Dear Word Detective: When did people start saying “concerning,” as in “That huge glob of oil out there is concerning,” rather than “concerns me”? I hear it on the radio all the time now. — Laura Stempel.

Eww, creepy. I knew there was a reason I don’t listen to the radio. Actually, I do listen to the radio sometimes, specifically when I’m sitting in the car while a certain person is shopping, and it’s after 8 pm, so the local public radio station is playing the BBC World Service. That may sound like a rare combination of circumstances, but, trust me, it’s not. Let’s just say I know a ton about about unemployment in Estonia, fast food in sub-Saharan Africa, and the plight of orphaned elephants wherever it is they live, and I learned it all in the Kroger parking lot.

In any case, you’re right, and it isn’t just radio. A search of Google News today for “is concerning” produces 341 hits, most of them using “concerning” in the way you mention, which is as an adjective meaning “giving cause for anxiety or distress” (“Suicide is concerning at any age, but especially with our youth,” Deseret News). It’s hard to measure just when this particular use of the word became as popular as it apparently is now, but if you restrict your search to years before 2005, Google doesn’t find a single example. (There are obvious problems with this method, the increase in the number of publications Google indexes over the past few years being probably the biggest.)
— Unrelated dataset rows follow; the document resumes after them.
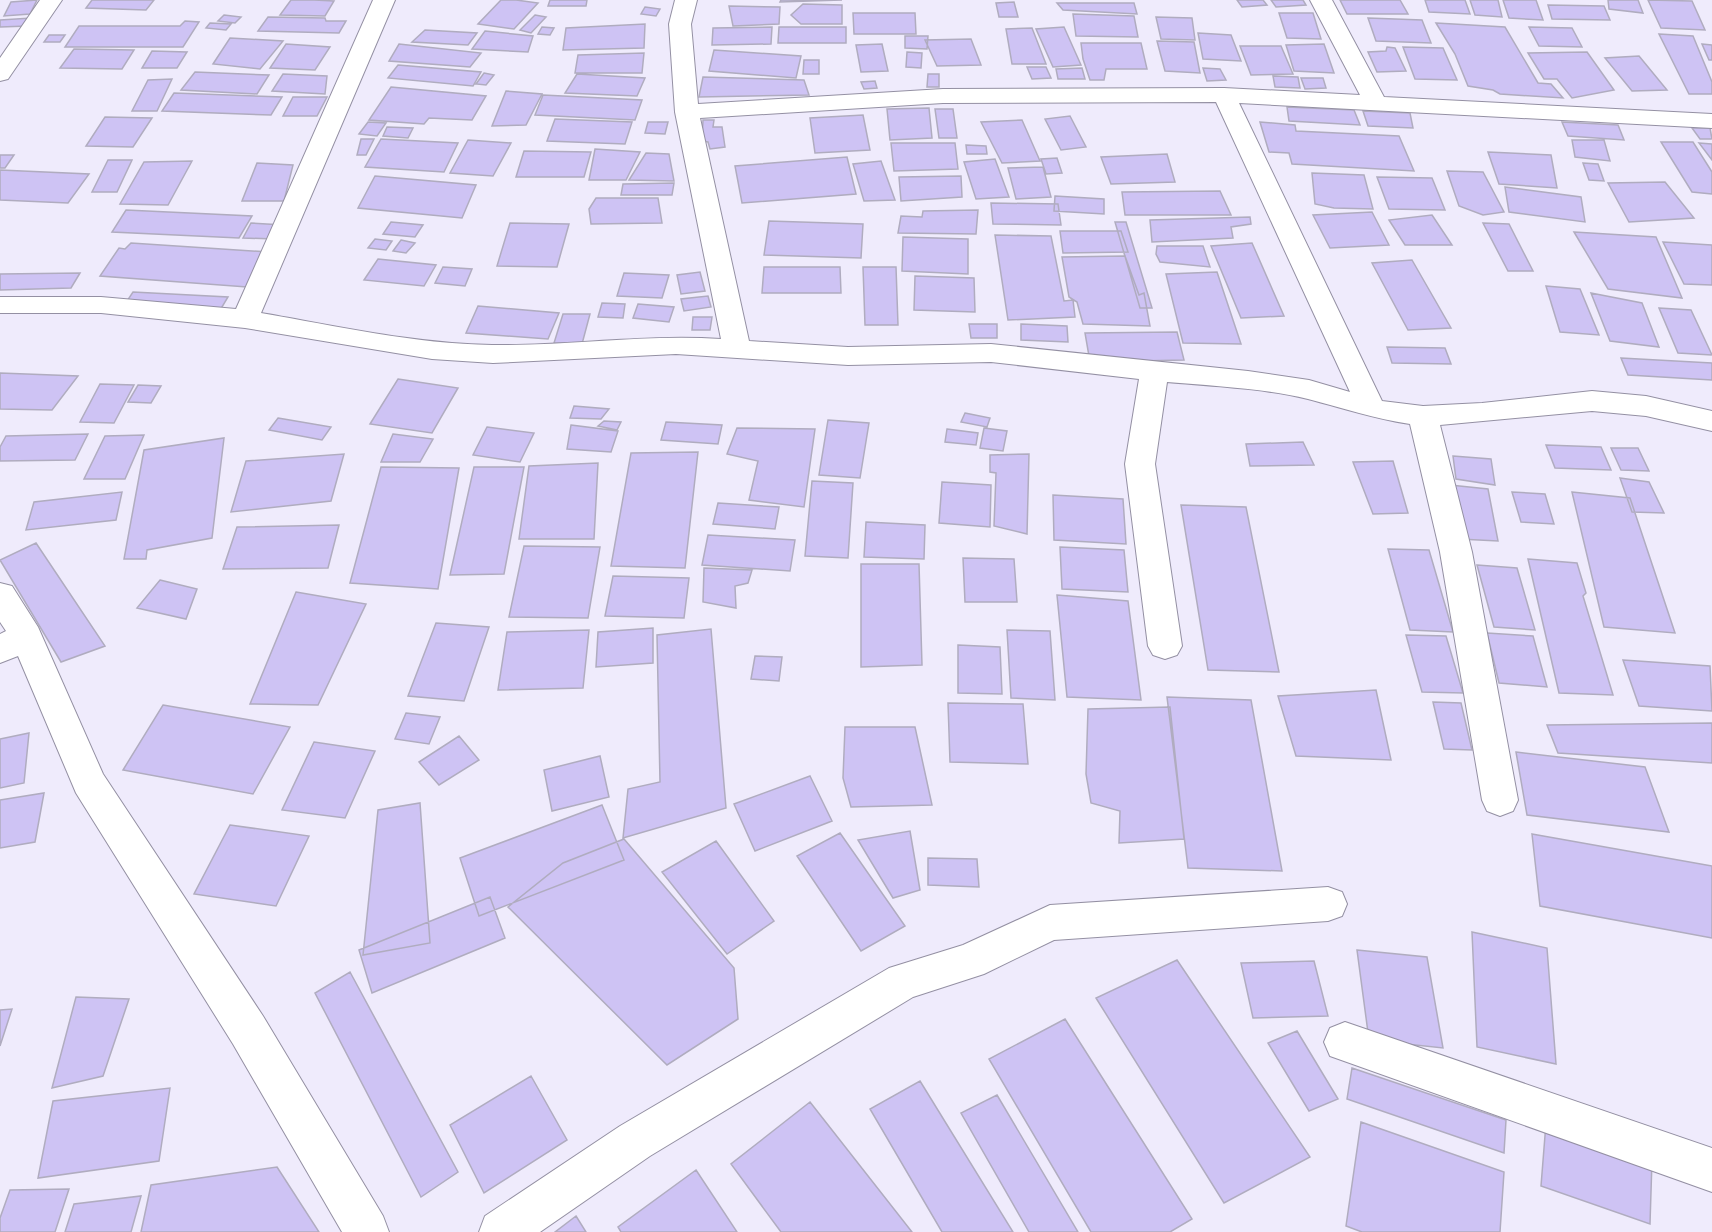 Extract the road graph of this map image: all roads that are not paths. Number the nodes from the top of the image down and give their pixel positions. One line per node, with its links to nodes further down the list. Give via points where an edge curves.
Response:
1 (51, 0): 5 (street)
2 (384, 0): 11 (street)
3 (686, 0): 8 (street, via 680,24)
4 (1321, 0): 7 (street)
5 (0, 74)
6 (1224, 95): 7 (street); 8 (street, via 943,96); 14 (street)
7 (1376, 104): 9 (street)
8 (687, 112): 12 (street)
9 (1712, 121)
10 (0, 304): 11 (street, via 101,305)
11 (246, 319): 12 (street, via 432,350 493,354 676,345)
12 (737, 348): 13 (street, via 848,356 992,353)
13 (1154, 372): 14 (street, via 1309,390); 19 (street, via 1140,464)
14 (1372, 409): 15 (street)
15 (1423, 416): 16 (street, via 1592,401 1646,406); 20 (street, via 1456,552)
16 (1712, 421)
17 (0, 595): 18 (street)
18 (13, 643): 24 (street, via 89,782 248,1030)
19 (1165, 646)
20 (1500, 801)
21 (1328, 904): 25 (street, via 1050,923 970,961 903,981 635,1141)
22 (1345, 1042): 23 (street)
23 (1712, 1170)
24 (367, 1232)
25 (501, 1232)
Our word “concern” first appeared in English in the mid-15th century as a verb meaning “to perceive or discern.” The roots of “concern” are nicely poetic. It’s derived from the Latin verb “concernere,” a combination of “con,” together, and “cernere” meaning “to sift (as through a sieve)” as well as, figuratively, “to separate, distinguish, perceive.” In Medieval Latin “concernere” also carried the sense of “to look at, to regard, to have respect or reference to,” from which we take our modern use of “concern” meaning “to have a bearing or influence on, to pertain to, to affect” (“Bob was invited to the meeting because the new rules concern his position”).

This sense of “concern” meaning “affect or have an influence on” led to the use of “concern” to mean “engage the attention of,” and, in a reflexive use, to the phrase “to concern oneself,” to interest or trouble oneself with an issue or development (“Hee doth of late more publickly concerne himself in state affairs,” 1676). While it’s obviously possible to be suddenly interested in something good, it’s not surprising that by around 1674 we were using “concerned” to mean “troubled or distressed; anxious or sorrowful” about something.
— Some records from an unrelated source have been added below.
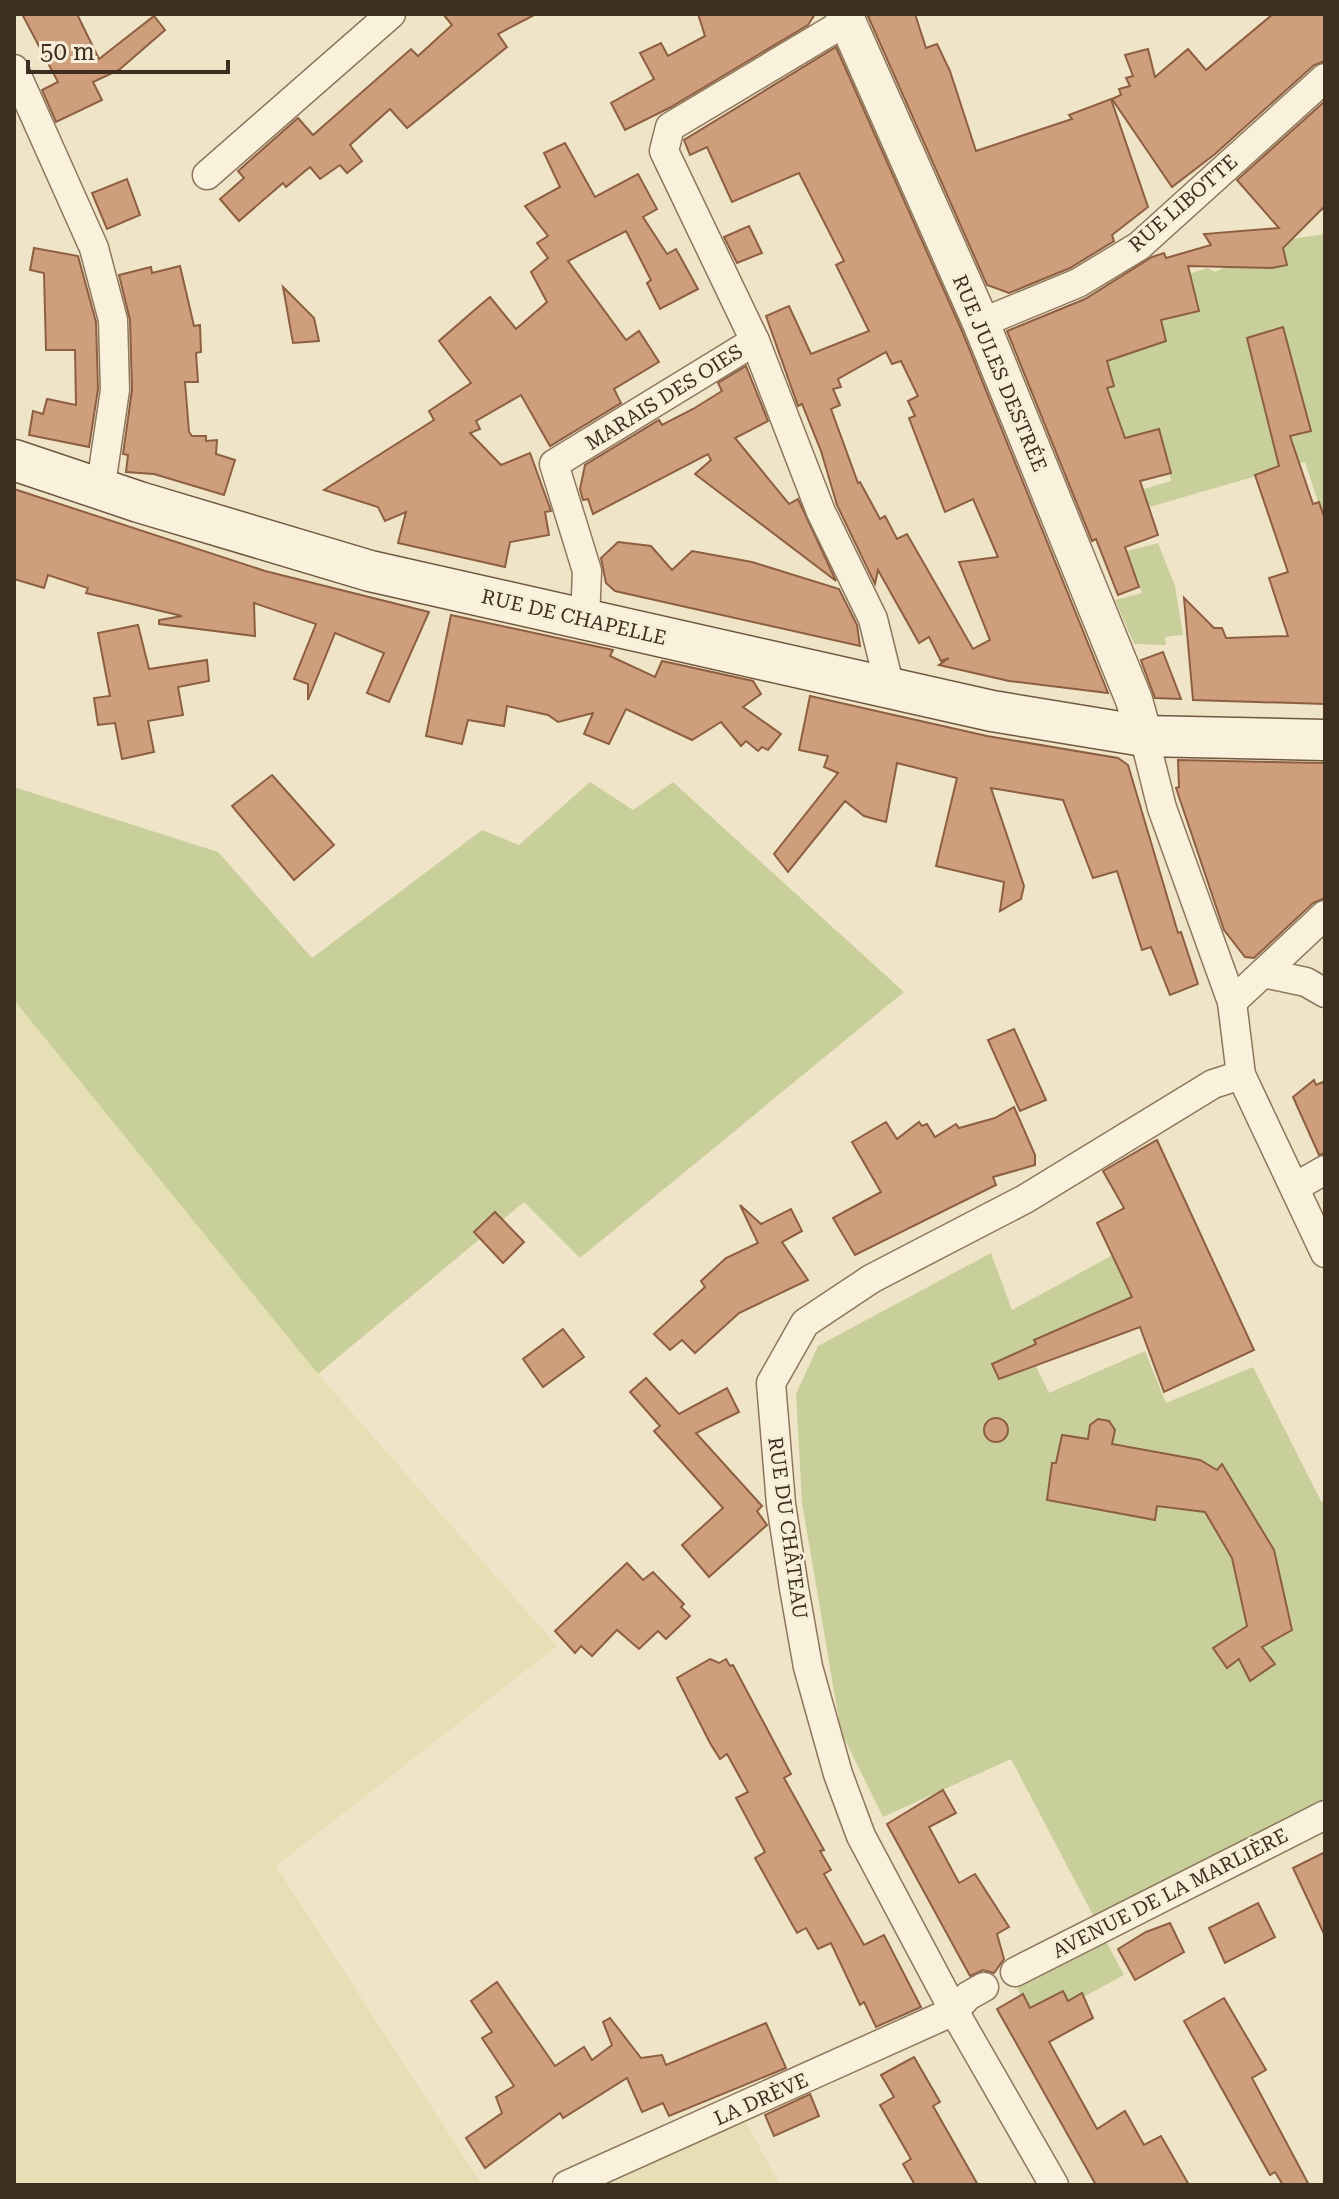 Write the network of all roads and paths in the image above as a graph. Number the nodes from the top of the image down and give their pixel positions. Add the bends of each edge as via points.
1 (391, 14) edge
2 (846, 18) edge
3 (14, 69) edge
4 (1325, 78) edge
5 (207, 175) dead end
6 (981, 323) junction
7 (755, 341) junction
8 (14, 460) edge
9 (95, 489) junction
10 (585, 620) junction
11 (890, 688) junction
12 (1144, 736) junction
13 (1325, 740) edge
14 (1325, 915) edge
15 (1263, 973) junction
16 (1325, 993) edge
17 (1232, 1002) junction
18 (1241, 1075) junction
19 (1325, 1170) edge
20 (1295, 1187) junction
21 (1325, 1253) edge
22 (1325, 1815) edge
23 (1015, 1972) dead end
24 (984, 1987) dead end
25 (954, 2011) junction
26 (1043, 2180) edge
27 (567, 2185) edge

1 - 5 street
2 - 6 street, RUE JULES DESTRÉE
2 - 7 street via 670,127 664,151
3 - 9 street via 94,248 113,320 115,390 103,471
4 - 6 street, RUE LIBOTTE via 1139,246 1078,283
6 - 12 street, RUE JULES DESTRÉE
7 - 10 street, MARAIS DES OIES via 554,464 587,571
7 - 11 street, MARAIS DES OIES via 821,512 873,619
8 - 9 main road, RUE DE CHAPELLE
9 - 10 main road, RUE DE CHAPELLE via 370,571
10 - 11 main road, RUE DE CHAPELLE
11 - 12 main road, RUE DE CHAPELLE
12 - 13 main road, RUE DE CHAPELLE
12 - 17 street via 1162,808
14 - 15 street
15 - 16 street via 1306,982
15 - 17 street
17 - 18 street
18 - 20 street
18 - 25 street, RUE DU CHÂTEAU via 1213,1084 1025,1199 871,1279 805,1323 771,1383 794,1588 808,1667 838,1774 861,1836
19 - 20 street
20 - 21 street
22 - 23 street, AVENUE DE LA MARLIÈRE
24 - 25 street
25 - 26 street, RUE DU CHÂTEAU
25 - 27 street, LA DRÈVE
The adjective “concerning,” which first appeared in print in the mid-17th century, followed a similar arc of development. Initially, “concerning” meant simply “important; that which gives cause for consideration; worth noticing or paying attention to.” A century later, however, “concerning” had taken on a connotation parallel to the “troubled” sense of “concerned,” and was being used to mean “troubling, distressing, worrying” (“I cannot bear any thing that is the least concerning to you,” S. Richardson, Pamela, 1740).

That’s the adjectival “concerning” that you hear on the radio, and there’s nothing wrong with it, although it’s never been as popular as the transitive use of the verb, probably because it’s less forceful and more vague (“Most Americans are concerned by the rise in unemployment” definitely beats “Most Americans find the rise in unemployment concerning” in my book). What’s weird about the usage you cite is the lack of an identifiable subject who is being “concerned” by the “concerning” thing. The oil glob may be “concerning,” but, literally, who cares? People in general? Stockbrokers? Porpoises? Oceanographers?